In the spring of 2017, Patricia Gallerneau declares to give up her mandate as regional councilor in case of election to the National Assembly. His resignation should follow the validation of his campaign accounts by the National Commission for Campaign Accounts and Political Financing. In March 2018, it is announced for implementation on the following 1 April; Xavier Rineau (The Republicans), deputy mayor of Pallet succeeds him to the regional council.

=== Member of the National Assembly ===
Following the election of Emmanuel Macron, The Republic in Progress (LREM) invests in the second constituency of the Vendée in a second wave of investitures, 15 May 2017, then that a "solid and balanced" agreement is concluded between the Modem and LREM on 12 May. The electoral district of Patricia Gallerneau was chosen by François Bayrou because of his domiciliation, his status as a woman and her quality of elected. In the first round of legislative elections, it came first with 36.16% of the votes cast. She was elected with 59.58% in the second round against Béatrice Bellamy (The Republicans).

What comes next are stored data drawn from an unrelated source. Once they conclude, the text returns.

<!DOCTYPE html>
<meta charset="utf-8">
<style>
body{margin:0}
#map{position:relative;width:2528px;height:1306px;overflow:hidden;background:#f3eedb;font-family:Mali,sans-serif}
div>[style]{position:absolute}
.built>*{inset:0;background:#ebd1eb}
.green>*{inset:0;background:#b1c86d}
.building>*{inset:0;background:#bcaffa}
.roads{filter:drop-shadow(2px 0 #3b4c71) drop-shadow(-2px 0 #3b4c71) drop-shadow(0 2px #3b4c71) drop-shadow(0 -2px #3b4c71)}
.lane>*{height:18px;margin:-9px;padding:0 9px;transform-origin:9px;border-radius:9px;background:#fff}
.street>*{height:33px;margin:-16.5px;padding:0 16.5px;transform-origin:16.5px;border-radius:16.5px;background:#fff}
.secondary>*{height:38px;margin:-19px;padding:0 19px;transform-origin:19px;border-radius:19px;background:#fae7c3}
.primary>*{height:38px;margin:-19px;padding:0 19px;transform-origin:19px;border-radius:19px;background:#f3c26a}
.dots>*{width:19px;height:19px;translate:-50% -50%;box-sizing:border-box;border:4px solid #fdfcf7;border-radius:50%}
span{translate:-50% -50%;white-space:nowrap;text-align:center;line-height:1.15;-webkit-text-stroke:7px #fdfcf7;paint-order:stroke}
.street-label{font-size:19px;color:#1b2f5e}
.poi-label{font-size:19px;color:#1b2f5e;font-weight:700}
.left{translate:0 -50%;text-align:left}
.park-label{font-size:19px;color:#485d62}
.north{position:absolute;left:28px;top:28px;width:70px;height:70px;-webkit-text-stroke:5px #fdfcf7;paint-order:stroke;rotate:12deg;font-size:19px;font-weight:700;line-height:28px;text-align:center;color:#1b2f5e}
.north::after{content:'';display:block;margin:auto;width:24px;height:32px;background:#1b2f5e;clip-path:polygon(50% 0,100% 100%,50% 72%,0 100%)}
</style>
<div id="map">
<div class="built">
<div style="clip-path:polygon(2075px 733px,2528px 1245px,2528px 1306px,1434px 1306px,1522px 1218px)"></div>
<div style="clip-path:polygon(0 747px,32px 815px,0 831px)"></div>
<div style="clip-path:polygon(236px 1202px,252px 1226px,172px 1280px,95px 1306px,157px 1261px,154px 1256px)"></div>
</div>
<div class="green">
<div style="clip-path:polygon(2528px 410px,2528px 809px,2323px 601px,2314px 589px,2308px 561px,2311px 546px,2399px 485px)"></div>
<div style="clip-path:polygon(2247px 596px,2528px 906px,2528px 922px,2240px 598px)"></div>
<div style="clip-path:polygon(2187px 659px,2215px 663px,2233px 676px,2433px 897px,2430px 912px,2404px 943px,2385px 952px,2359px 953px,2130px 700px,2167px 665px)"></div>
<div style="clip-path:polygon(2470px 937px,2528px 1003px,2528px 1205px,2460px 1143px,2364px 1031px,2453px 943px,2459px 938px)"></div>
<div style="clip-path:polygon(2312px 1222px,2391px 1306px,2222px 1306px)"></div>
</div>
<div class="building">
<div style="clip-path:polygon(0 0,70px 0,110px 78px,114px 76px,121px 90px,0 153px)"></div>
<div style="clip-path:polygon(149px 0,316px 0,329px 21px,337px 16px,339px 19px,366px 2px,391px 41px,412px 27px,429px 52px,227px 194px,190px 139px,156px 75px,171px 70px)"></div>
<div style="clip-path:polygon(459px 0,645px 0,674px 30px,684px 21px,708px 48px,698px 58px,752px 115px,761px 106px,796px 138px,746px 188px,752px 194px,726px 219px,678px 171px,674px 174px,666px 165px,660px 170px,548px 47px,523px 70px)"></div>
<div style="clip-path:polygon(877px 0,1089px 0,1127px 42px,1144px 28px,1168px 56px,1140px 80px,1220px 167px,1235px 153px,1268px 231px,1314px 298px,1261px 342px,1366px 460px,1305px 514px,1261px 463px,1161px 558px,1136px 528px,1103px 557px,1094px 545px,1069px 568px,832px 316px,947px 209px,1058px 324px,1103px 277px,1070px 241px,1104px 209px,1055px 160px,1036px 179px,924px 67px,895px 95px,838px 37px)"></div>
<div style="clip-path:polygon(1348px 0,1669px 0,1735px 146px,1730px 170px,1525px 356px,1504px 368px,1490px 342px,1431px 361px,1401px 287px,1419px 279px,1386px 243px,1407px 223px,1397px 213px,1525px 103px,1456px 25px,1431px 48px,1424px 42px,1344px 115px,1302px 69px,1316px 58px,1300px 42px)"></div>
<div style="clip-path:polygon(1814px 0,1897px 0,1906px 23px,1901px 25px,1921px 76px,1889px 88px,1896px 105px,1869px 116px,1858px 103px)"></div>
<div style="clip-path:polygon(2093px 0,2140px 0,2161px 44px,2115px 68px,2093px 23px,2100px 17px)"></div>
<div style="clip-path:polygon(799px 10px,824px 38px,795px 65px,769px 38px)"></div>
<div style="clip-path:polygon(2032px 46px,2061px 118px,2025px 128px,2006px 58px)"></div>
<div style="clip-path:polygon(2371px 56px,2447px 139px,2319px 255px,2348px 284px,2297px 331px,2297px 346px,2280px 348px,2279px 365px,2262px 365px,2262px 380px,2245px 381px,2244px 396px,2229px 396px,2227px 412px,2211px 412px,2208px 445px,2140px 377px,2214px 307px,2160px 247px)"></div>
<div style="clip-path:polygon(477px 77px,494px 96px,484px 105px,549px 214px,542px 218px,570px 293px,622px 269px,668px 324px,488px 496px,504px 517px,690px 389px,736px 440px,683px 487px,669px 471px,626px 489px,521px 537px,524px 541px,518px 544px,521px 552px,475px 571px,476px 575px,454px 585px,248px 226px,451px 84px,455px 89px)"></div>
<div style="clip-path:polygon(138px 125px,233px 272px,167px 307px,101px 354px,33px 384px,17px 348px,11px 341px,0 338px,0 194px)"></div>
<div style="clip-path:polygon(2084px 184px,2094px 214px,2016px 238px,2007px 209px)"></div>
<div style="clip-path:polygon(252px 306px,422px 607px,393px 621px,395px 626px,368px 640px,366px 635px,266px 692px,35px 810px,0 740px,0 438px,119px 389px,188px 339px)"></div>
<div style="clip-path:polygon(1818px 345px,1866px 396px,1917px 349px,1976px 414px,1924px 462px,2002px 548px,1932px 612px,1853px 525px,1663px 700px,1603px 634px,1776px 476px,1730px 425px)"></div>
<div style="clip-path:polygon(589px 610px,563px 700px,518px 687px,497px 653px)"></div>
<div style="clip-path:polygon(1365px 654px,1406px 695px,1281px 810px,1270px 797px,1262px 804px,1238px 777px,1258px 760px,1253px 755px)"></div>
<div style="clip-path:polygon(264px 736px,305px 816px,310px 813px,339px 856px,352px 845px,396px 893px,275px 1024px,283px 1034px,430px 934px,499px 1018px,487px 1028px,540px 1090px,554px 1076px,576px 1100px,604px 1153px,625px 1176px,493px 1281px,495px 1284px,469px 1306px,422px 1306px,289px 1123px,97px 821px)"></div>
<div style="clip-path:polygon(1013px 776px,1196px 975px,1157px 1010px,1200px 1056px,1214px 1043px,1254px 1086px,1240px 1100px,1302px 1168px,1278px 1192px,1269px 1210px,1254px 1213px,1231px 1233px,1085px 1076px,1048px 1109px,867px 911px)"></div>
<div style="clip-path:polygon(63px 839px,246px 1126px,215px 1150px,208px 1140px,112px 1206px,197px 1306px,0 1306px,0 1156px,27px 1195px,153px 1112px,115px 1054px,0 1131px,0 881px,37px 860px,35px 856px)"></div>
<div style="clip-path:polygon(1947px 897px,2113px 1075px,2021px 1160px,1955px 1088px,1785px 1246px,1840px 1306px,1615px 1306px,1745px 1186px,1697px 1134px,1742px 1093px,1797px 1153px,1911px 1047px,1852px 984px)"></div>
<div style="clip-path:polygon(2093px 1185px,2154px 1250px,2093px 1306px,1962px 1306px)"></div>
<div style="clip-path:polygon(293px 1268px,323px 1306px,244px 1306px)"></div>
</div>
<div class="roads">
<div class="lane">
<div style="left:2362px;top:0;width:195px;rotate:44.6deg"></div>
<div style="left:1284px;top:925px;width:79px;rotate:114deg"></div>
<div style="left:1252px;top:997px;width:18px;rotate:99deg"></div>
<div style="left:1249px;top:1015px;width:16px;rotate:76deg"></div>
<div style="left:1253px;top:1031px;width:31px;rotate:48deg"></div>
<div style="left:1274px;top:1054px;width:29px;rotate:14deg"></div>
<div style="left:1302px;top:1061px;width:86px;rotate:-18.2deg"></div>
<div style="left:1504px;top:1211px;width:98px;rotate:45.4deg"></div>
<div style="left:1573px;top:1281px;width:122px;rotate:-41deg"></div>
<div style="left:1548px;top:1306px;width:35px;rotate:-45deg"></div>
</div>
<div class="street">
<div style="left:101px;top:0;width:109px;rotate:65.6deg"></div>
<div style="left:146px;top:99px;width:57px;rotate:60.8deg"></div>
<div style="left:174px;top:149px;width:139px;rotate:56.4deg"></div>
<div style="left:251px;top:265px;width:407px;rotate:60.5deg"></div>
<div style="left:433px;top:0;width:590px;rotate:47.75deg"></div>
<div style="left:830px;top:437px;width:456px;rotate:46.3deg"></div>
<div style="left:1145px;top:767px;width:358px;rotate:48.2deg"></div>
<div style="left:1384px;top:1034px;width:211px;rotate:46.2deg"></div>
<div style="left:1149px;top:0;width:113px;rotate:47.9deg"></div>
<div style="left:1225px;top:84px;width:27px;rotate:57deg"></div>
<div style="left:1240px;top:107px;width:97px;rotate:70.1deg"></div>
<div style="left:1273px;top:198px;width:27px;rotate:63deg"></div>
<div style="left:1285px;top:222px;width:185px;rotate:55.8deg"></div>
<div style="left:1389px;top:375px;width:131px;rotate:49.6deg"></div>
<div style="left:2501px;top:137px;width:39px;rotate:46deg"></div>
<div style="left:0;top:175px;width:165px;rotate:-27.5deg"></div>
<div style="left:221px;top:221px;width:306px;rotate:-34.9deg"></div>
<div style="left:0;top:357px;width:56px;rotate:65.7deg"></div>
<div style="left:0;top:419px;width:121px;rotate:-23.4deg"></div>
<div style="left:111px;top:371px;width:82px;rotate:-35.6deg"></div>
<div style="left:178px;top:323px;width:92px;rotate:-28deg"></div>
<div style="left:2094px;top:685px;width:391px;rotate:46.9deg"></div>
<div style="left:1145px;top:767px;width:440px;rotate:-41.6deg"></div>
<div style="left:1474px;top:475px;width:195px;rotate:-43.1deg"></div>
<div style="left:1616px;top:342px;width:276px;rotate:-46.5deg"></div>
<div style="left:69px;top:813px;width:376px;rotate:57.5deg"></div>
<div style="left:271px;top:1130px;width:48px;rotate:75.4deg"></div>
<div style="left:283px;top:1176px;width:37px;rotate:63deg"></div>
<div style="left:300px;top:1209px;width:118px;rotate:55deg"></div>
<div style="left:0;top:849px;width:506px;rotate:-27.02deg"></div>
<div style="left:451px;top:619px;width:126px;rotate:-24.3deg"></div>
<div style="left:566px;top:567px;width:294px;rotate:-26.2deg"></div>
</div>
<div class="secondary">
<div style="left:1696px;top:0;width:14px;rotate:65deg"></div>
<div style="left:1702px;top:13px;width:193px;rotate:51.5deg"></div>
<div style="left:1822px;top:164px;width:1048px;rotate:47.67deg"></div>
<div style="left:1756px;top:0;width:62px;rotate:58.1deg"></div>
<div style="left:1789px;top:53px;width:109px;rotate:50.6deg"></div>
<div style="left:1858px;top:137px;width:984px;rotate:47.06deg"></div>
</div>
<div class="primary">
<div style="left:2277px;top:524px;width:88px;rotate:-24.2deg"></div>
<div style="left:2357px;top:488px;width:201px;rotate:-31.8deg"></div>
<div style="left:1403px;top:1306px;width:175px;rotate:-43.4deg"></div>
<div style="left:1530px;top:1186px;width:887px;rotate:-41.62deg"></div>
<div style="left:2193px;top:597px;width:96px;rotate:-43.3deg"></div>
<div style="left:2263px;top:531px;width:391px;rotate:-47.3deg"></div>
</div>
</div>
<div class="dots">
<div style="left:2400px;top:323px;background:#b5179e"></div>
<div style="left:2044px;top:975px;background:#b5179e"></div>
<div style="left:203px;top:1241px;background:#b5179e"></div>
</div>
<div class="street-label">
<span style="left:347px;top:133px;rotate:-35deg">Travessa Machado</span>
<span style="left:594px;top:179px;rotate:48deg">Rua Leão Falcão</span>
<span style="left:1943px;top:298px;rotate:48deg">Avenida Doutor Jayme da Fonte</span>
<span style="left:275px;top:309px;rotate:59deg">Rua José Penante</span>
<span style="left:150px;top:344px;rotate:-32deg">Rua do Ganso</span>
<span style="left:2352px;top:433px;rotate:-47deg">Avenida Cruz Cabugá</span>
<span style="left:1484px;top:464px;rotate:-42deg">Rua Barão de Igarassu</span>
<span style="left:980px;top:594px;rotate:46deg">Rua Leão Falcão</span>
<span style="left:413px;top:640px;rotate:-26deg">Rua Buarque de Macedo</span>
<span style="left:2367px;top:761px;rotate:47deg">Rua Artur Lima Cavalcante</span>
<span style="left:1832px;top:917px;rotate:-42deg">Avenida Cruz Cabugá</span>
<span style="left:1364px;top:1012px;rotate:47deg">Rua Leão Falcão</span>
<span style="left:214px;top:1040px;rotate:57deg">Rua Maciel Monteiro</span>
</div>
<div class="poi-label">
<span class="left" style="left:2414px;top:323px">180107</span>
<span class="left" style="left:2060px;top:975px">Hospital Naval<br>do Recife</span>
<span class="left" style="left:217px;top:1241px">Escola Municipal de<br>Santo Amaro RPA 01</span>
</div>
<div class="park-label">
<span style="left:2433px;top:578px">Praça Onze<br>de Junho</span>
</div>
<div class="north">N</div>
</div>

Her term began on 21 June following, Patricia Gallerneau sits from 27 June, date of the opening session of the fifteenth legislature. It is affiliated with the Democratic Movement and Related Group. The declaration of interests and activities of Patricia Gallerneau, signed on 30 June and published in October 2017, indicates no income from professional activity. However, the member receives an allowance related to her term on the Regional Council.

As the first member of the Committee on Finance, General Economy and Budget Control on 29 June 2017, she joined the Commission of Social Affairs on 18 July. She resigned on 20 July 2017, but reinstated to the committee on the proposal of her parliamentary group.

==Sickness and death==
Suffering from cancer, she was inactive in the National Assembly from January 2019. She died of her illness on 6 July. Her death was announced the following day.

Reacting to her death, President Emmanuel Macron saluted "...the memory of a woman who has devoted her entire career to public service, has been committed to her territory and has represented our nation by bringing republican values to life and by strongly carrying causes that are among the great challenges of our century".